# Information Retrieval in High Dimensional Data
## Lab 7

|     |     |
| --- | --- |
| **Name:** | Uzair Akbar |
| **Matriculation Number:** | 03697290 |
| **E-mail:** | [uzair.akbar@tum.de](mailto:uzair.akbar@tum.de) |

## CVXOPT
### Task 1
Machine Learning tasks are typically thought of optimization problems, e.g. minimizing an error function or maximizing a probability. Ideally, the optimization problem turns out to be convex, which implies that any local minimum is the global minimum of the formulation, and what is even more important, we can.  In the following, it will be assumed that you have some basic knowledge about convex optimization. The intention of this task is to familiarize ourselves with CVXOPT, one of the most-widely used convex optimization toolboxes.

**a)**  Go to `cvxopt.org` and follow the installation instructions for your distribution.

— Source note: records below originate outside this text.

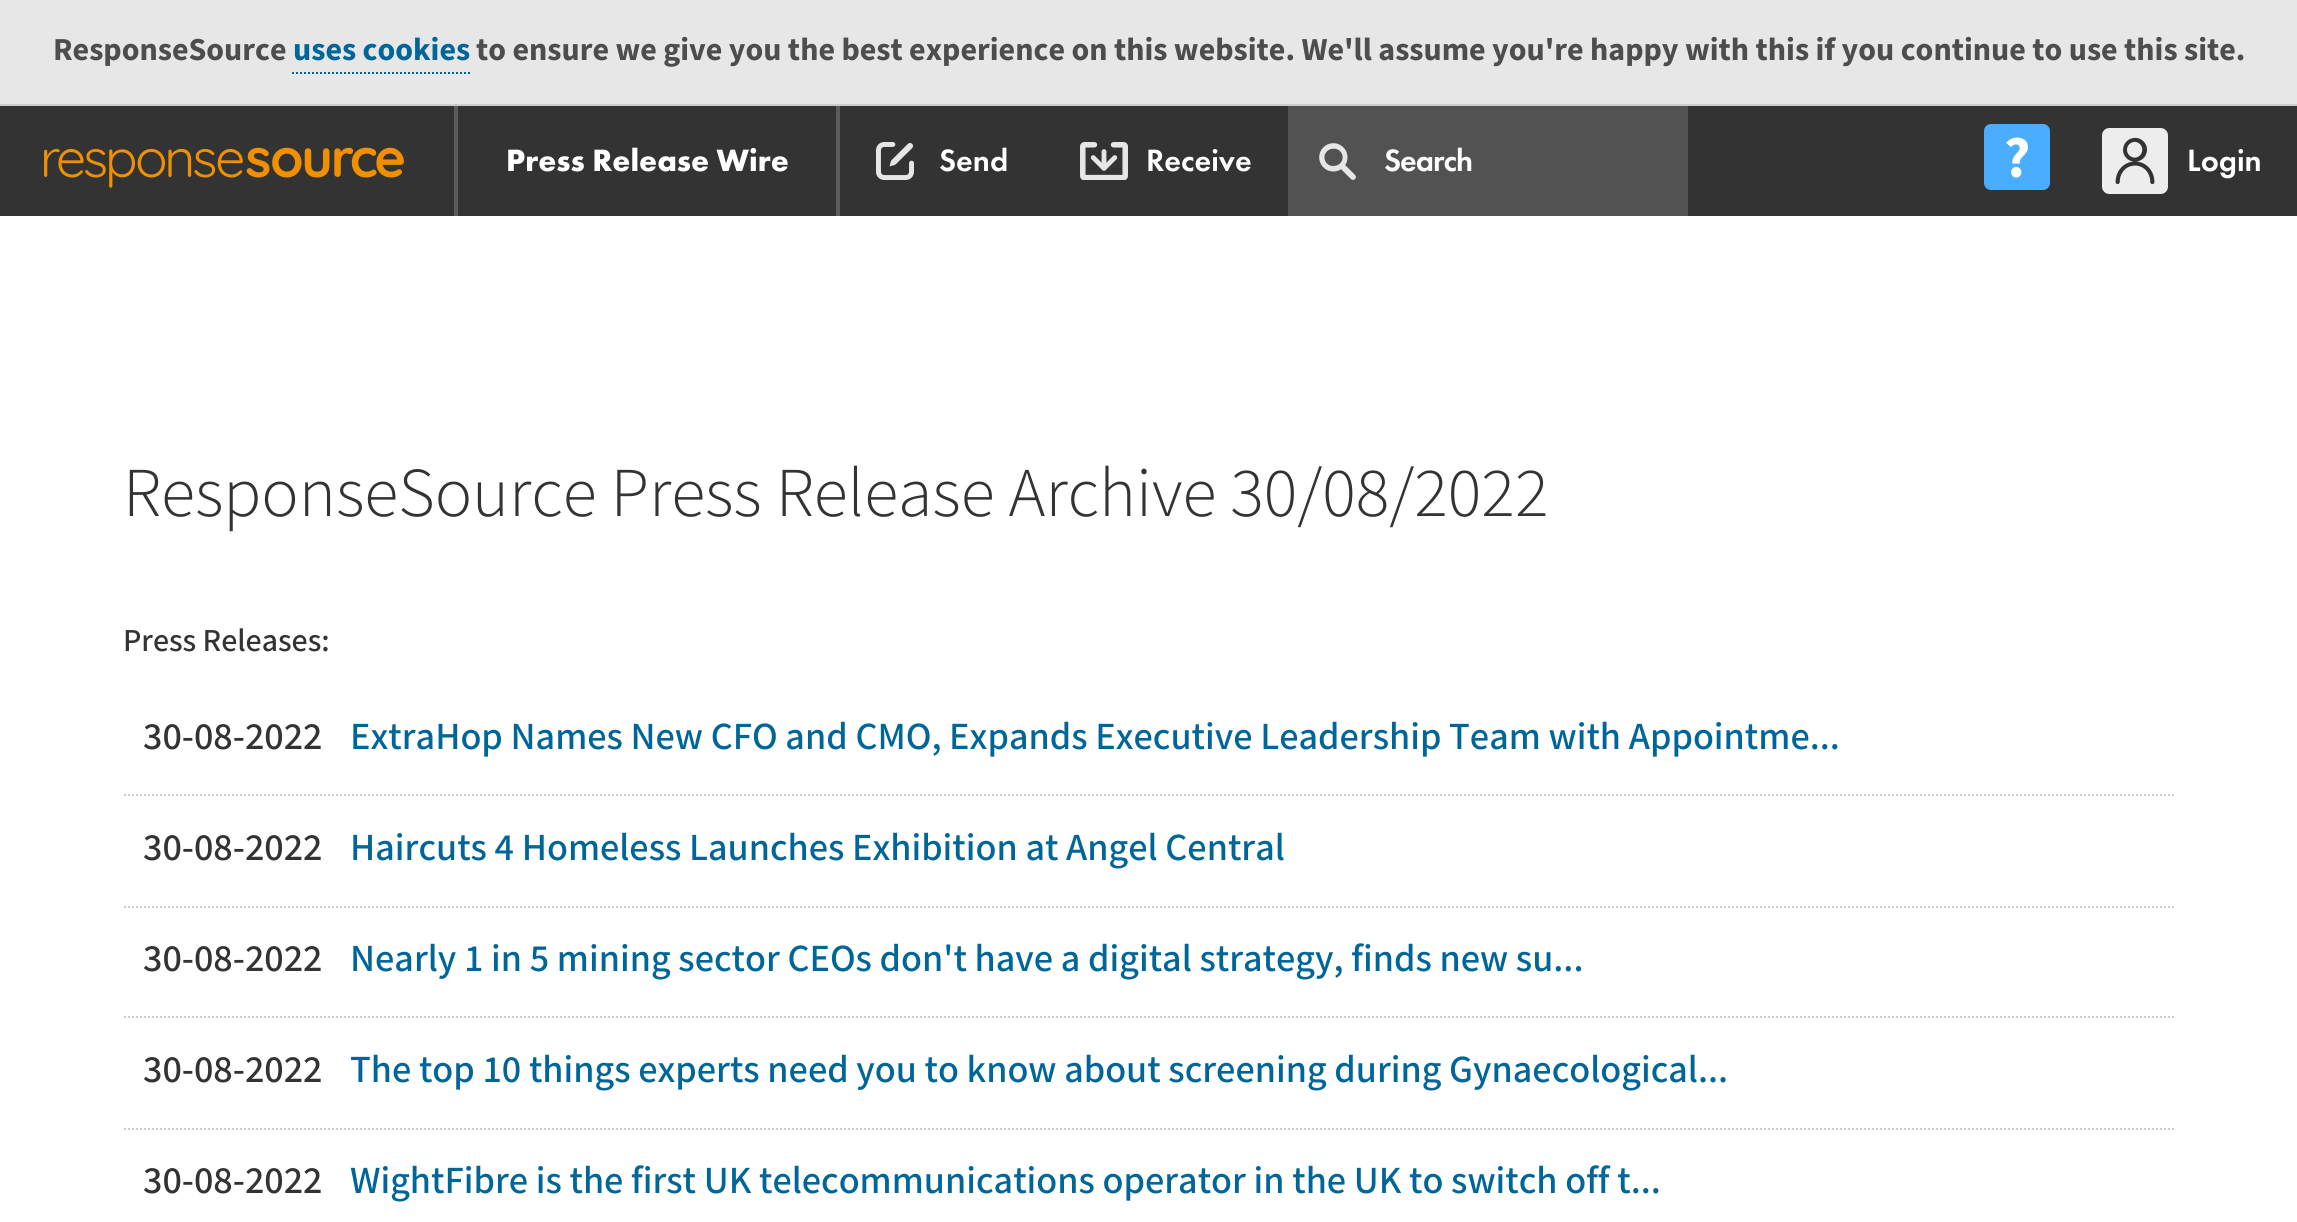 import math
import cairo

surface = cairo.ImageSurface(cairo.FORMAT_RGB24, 2297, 1222)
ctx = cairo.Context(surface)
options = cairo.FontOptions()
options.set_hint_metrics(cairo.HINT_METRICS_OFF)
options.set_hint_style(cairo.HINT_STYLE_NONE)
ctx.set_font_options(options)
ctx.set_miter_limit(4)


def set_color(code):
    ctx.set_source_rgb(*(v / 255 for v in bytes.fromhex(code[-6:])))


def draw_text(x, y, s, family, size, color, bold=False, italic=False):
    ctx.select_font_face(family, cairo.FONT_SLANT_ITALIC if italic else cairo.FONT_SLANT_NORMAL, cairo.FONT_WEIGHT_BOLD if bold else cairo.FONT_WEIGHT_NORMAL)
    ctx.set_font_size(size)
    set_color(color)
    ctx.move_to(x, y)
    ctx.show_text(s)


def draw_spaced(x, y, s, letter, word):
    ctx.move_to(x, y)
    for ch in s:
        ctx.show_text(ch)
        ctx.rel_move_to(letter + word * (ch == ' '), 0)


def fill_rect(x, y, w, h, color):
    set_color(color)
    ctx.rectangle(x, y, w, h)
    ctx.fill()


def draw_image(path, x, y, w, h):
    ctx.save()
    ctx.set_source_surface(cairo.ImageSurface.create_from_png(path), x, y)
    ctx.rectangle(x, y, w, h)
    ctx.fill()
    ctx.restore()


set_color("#ffffff")
ctx.paint()
fill_rect(0, 0, 2297, 104, "#e7e7e7")
fill_rect(0, 104, 2297, 2, "#cccccc")
draw_text(53, 60, "ResponseSource", "Mada", 32, "#4d4d4d", bold=True)
draw_text(293, 60, "uses cookies", "Mada", 32, "#006699", bold=True)
ctx.new_path()
ctx.move_to(292, 73)
ctx.line_to(470, 73)
ctx.set_dash([2, 2])
ctx.stroke()
draw_text(476, 60, "to ensure we give you the best experience on this website. We'll assume you're happy with this if you continue to use this site.", "Mada", 32, "#4d4d4d", bold=True)
fill_rect(0, 106, 2297, 110, "#333333")
fill_rect(454, 106, 4, 110, "#5b5b5b")
draw_image("assets/img1.png", 44, 147, 360, 41)
draw_text(506, 171, "Press Release Wire", "Futura PT", 32, "#ffffff", bold=True)
fill_rect(836, 106, 4, 110, "#5b5b5b")
draw_image("assets/img2.png", 876, 142, 38, 38)
draw_text(939, 171, "Send", "Futura PT Medium", 32, "#ffffff")
draw_image("assets/img3.png", 1080, 142, 48, 38)
draw_text(1146, 171, "Receive", "Futura PT Medium", 32, "#ffffff")
fill_rect(1288, 106, 400, 110, "#525252")
draw_image("assets/img4.png", 1319, 143, 37, 37)
set_color("#ffffff")
draw_spaced(1384, 171, "Search", -1, 0)
draw_image("assets/img5.png", 1984, 124, 66, 66)
draw_image("assets/img6.png", 2102, 128, 66, 66)
draw_text(2187, 171, "Login", "Futura PT Medium", 32, "#ffffff")
draw_text(123, 516, "ResponseSource Press Release Archive 30/08/2022", "Mada Light", 70, "#333333")
draw_text(123, 651, "Press Releases:", "Mada Medium", 32, "#333333")
ctx.new_path()
ctx.move_to(124, 795)
ctx.line_to(2176, 795)
set_color("#cccccc")
ctx.stroke()
draw_text(143, 749, "30-08-2022", "Mada Medium", 38.4, "#333333")
draw_text(350, 749, "ExtraHop Names New CFO and CMO, Expands Executive Leadership Team with Appointme...", "Mada Medium", 38.4, "#006699")
ctx.new_path()
ctx.move_to(124, 907)
ctx.line_to(2176, 907)
set_color("#cccccc")
ctx.stroke()
draw_text(143, 860, "30-08-2022", "Mada Medium", 38.4, "#333333")
draw_text(350, 860, "Haircuts 4 Homeless Launches Exhibition at Angel Central", "Mada Medium", 38.4, "#006699")
ctx.new_path()
ctx.move_to(124, 1017)
ctx.line_to(2176, 1017)
set_color("#cccccc")
ctx.stroke()
draw_text(143, 971, "30-08-2022", "Mada Medium", 38.4, "#333333")
draw_text(350, 971, "Nearly 1 in 5 mining sector CEOs don't have a digital strategy, finds new su...", "Mada Medium", 38.4, "#006699")
ctx.new_path()
ctx.move_to(124, 1129)
ctx.line_to(2176, 1129)
set_color("#cccccc")
ctx.stroke()
draw_text(143, 1082, "30-08-2022", "Mada Medium", 38.4, "#333333")
draw_text(350, 1082, "The top 10 things experts need you to know about screening during Gynaecological...", "Mada Medium", 38.4, "#006699")
draw_text(143, 1193, "30-08-2022", "Mada Medium", 38.4, "#333333")
draw_text(350, 1193, "WightFibre is the first UK telecommunications operator in the UK to switch off t...", "Mada Medium", 38.4, "#006699")
surface.write_to_png("output.png")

For conda, you need to run
`conda install -c conda-forge cvxopt`

**b)** Skim through the **Examples** section on `cvxopt.org` to get an overview of the functionality of the different solvers of CVXOPT.

In [4]:
from cvxopt import matrix, solvers
import numpy as np

**c)** Implement a function `minsq` which expects a NumPy array `A` of shape `(m,n)` and a NumPy array `y` of shape `(m,)` as its arguments and returns a NumPy array `x` of shape `(n,)` that solves the following problem.

<center>$\mathrm{min_\mathbf{x}} \|\mathbf A\mathbf{x}-\mathbf{y}\|$.</center>

Test your function by feeding it with appropriate inputs and comparing the results with the ones you get by using `np.linalg.pinv`. Experiment by adding white Gaussian noise to `y`. If CVXOPT does not accept your NumPy arrays, try casting them to `double`.

In [5]:
def minsq(A, y):
    P=matrix(np.dot(A.T,A).astype('double'))
    q=matrix(-np.dot(A.T,y).astype('double'))
    x=solvers.qp(P,q)
    return np.array(x['x'])

A=np.array([[10, 40],[20, 0],[-30, 40]])
y=np.array([50,20,10])+np.random.randn(3,)

print('A:', A)
print('y:', y)
print('x:', minsq(A,y).squeeze())
print('np.dot(pinv(A),y):', np.dot(np.linalg.pinv(A),y))

A: [[ 10  40]
 [ 20   0]
 [-30  40]]
y: [49.09765874 18.33829948 10.79004839]
x: [0.9440985  0.98462096]
np.dot(pinv(A),y): [0.9440985  0.98462096]